Los mercados financieros globales atraviesan horas de máxima incertidumbre, con la atención puesta tanto en la evolución de la guerra en Medio Oriente como en las definiciones que dará la Reserva Federal (Fed) este miércoles.
En este contexto, el precio del petróleo continúa en alza y suma presión sobre la inflación mundial. La variedad Brent sube 5,5% y se ubica en torno a los u$s109,2 por barril, encadenando cinco jornadas por encima de los u$s100. En paralelo, el crudo estadounidense WTI avanza 2,5% hasta los u$s97,94.
La escalada se explica por las crecientes tensiones en Medio Oriente, con ataques a infraestructura petrolera y el bloqueo del estratégico estrecho de Ormuz, una vía clave para el comercio energético global. Estos factores alimentan el temor a una interrupción del suministro que impacte de lleno en los precios.
A pesar de algunas señales de distensión —como las declaraciones del presidente Donald Trump, quien aseguró que el conflicto con Irán está “prácticamente terminado”—, los inversores se mantienen cautelosos.

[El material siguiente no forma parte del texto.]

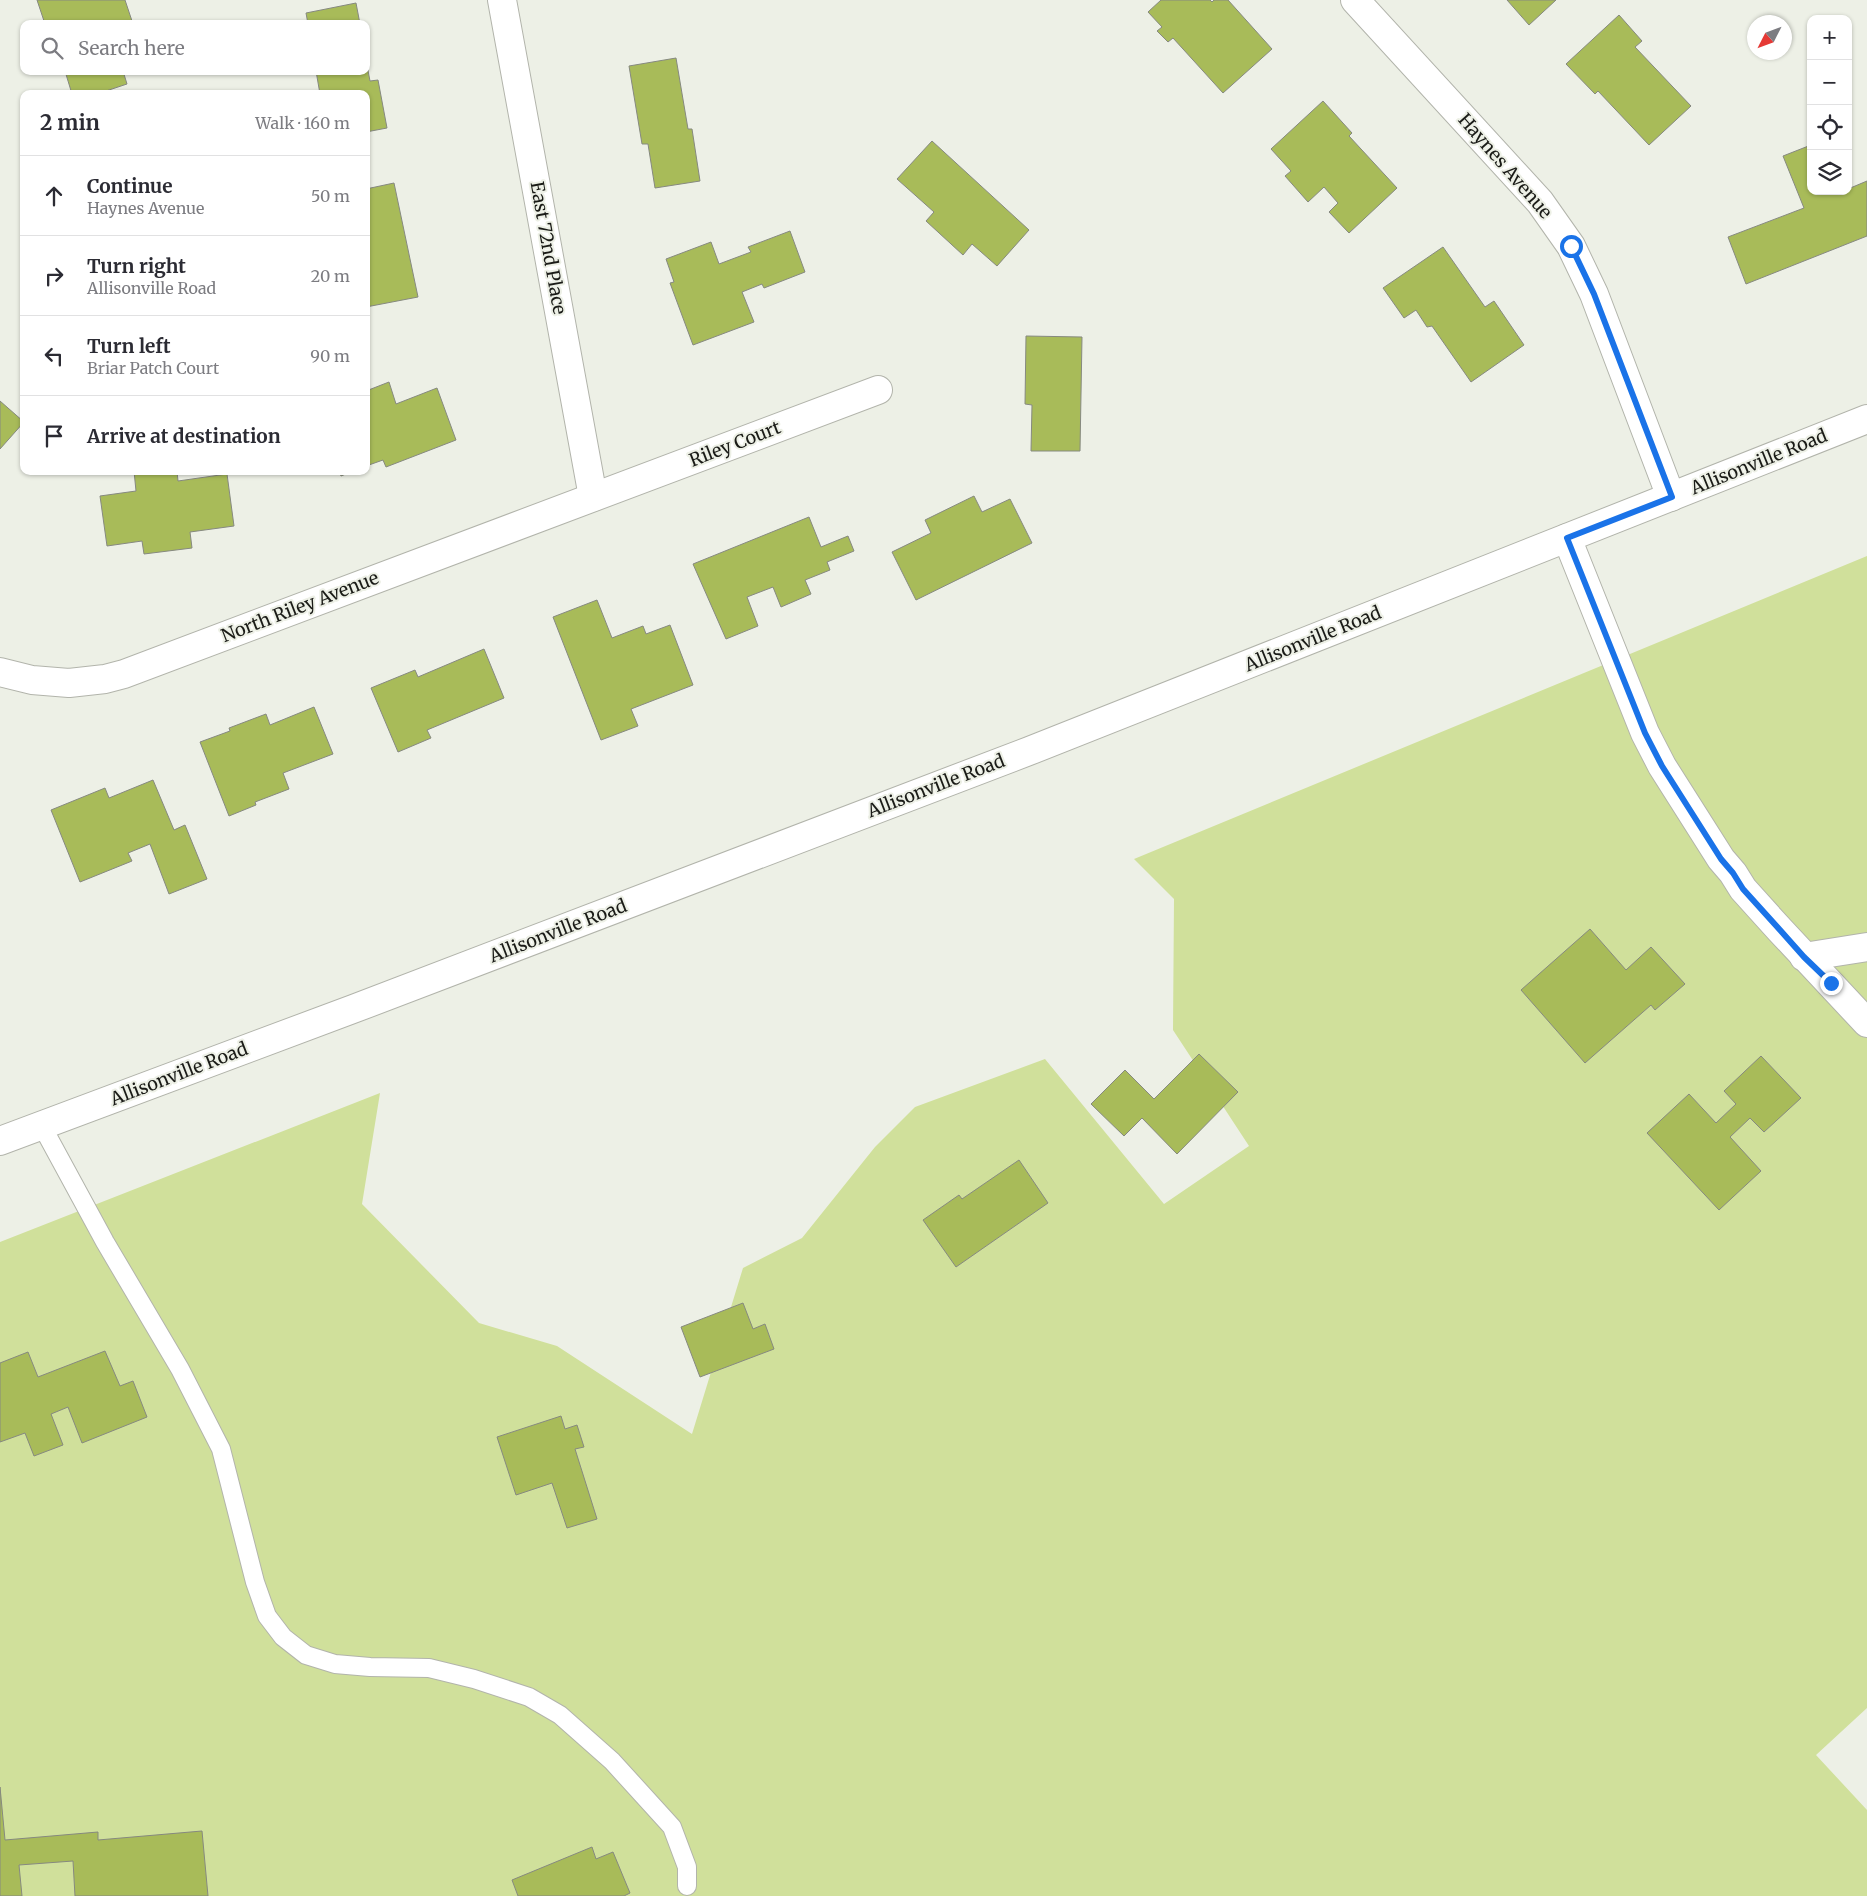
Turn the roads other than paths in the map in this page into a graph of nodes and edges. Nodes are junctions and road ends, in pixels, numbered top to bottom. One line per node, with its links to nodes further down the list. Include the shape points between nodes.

En Wall Street, los principales índices operan en baja. El S&P 500 cae 0,50%, mientras que el Nasdaq Composite retrocede 0,51% y el Dow Jones pierde 0,87%.
En Europa, el Euro Stoxx 50 baja 0,64%, acompañado por caídas en el DAX (-0,93%), el CAC 40 (-0,18%) y el FTSE 100 (-1,12%). En contraste, los mercados asiáticos muestran un desempeño positivo, con subas en Hong Kong, Shanghái, Corea del Sur y Japón.
En este escenario, todas las miradas apuntan a la Fed. Si bien el consenso del mercado anticipa que mantendrá sin cambios las tasas de interés, el foco estará puesto en el mensaje sobre el impacto del conflicto bélico en la inflación y el crecimiento económico.
El presidente del organismo, Jerome Powell, brindará una conferencia de prensa en la que se esperan definiciones clave sobre el rumbo de la política monetaria en un contexto cada vez más desafiante.
La combinación de precios energéticos en alza, tensiones geopolíticas y dudas sobre el crecimiento global configura un escenario de alta volatilidad, donde cualquier señal —ya sea desde el frente bélico o desde la Fed— puede cambiar rápidamente el humor de los mercados.